Algemene maatregelen bij afwijkend defecatie patroon
  • Stel de zorgvrager gerust, maar doe geen uitspraken over gevolgen van de observatie.
  • Vraag de zorgvrager welke producten hij gegeten en gedronken heeft die misschien invloed hebben op de kleur, geur en samenstelling van de uitscheiding.
  • Bewaar eventueel de urine of feces om deze te laten zien, zodat de arts een goed beeld krijgt.
  • Rapporteer de veranderingen uitgebreid in het verpleegdossier. Doe dit zo objectief mogelijk.
  • Geef de veranderingen mondeling door aan de leidinggevende.
  • Leg bij veranderingen in het mictiepatroon en bij diarree een vochtbalans aan. 
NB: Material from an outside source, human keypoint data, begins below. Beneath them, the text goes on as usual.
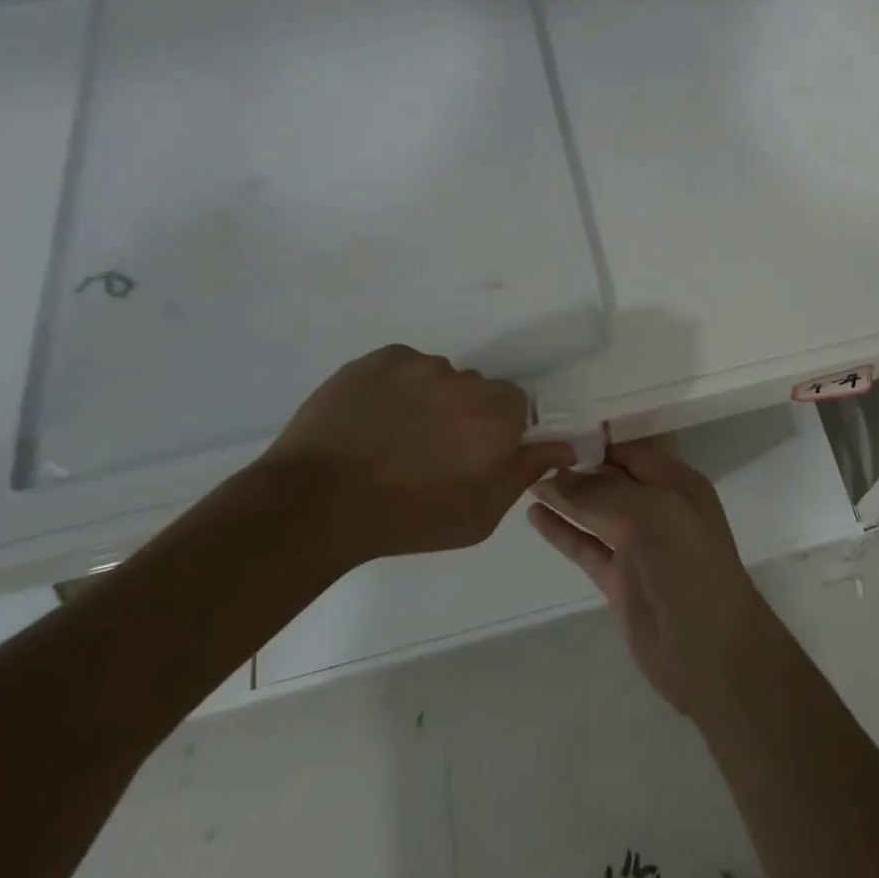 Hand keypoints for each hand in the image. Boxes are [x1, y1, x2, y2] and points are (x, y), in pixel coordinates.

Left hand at [264, 345, 573, 562]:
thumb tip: (563, 446)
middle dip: (463, 415)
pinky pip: (403, 368)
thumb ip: (524, 474)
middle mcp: (465, 381)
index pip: (515, 407)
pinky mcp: (381, 358)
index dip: (495, 432)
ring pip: (439, 378)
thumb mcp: (479, 515)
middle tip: (430, 451)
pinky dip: (396, 388)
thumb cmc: (407, 519)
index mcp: (496, 417)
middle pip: (477, 390)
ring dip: (429, 400)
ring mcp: (420, 365)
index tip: (471, 456)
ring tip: (392, 437)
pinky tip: (372, 420)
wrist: (315, 504)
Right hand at [527, 441, 785, 715]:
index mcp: (676, 483)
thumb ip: (602, 493)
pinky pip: (585, 545)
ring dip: (564, 497)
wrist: (709, 651)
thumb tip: (556, 476)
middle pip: (609, 479)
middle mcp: (657, 508)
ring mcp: (637, 545)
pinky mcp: (618, 578)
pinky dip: (562, 531)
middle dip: (575, 466)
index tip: (553, 429)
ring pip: (594, 511)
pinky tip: (535, 516)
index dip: (594, 441)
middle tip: (528, 451)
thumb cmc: (688, 566)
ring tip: (524, 478)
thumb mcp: (651, 514)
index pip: (629, 451)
NB. obstipatie kan over gaan in overloop diarree, paradoxale diarree

Slide 18 - Tekstslide

  • Ernstige obstipatie kan leiden tot fecaalstenen
Medicatie
  • Microklysma, bisacodil, stimuleert perstaltiek
  • Microlax, sorbitol, feces zacht

Slide 19 - Tekstslide

Oorzaken incontinentie ontlasting
  • Incontinentie kan optreden als gevolg van diarree. Bij diarree is de aandrang zo heftig dat het niet mogelijk is de ontlasting op te houden. Bereik je niet op tijd het toilet of de postoel, dan verlies je de ontlasting.
  • De zorgvrager kan een aandoening van de darmen hebben waardoor diarree ontstaat, bijvoorbeeld chronische darmontsteking.
  • De zorgvrager kan een darmoperatie hebben ondergaan waardoor de ontlasting onvoldoende kan indikken en hij altijd dunne ontlasting heeft.
  • Er kan sprake zijn van een cognitieve stoornis, bijvoorbeeld dementie, waardoor het besef er niet meer is om de ontlasting op te houden.
  • Er kan sprake zijn van neurologische stoornissen waardoor de kringspier van de anus niet meer werkt, zoals bij een dwarslaesie, een CVA en multiple sclerose.
  • Er kan sprake zijn van een beschadiging van de kringspier van de anus door letsel, bijvoorbeeld een ruptuur als gevolg van een bevalling. 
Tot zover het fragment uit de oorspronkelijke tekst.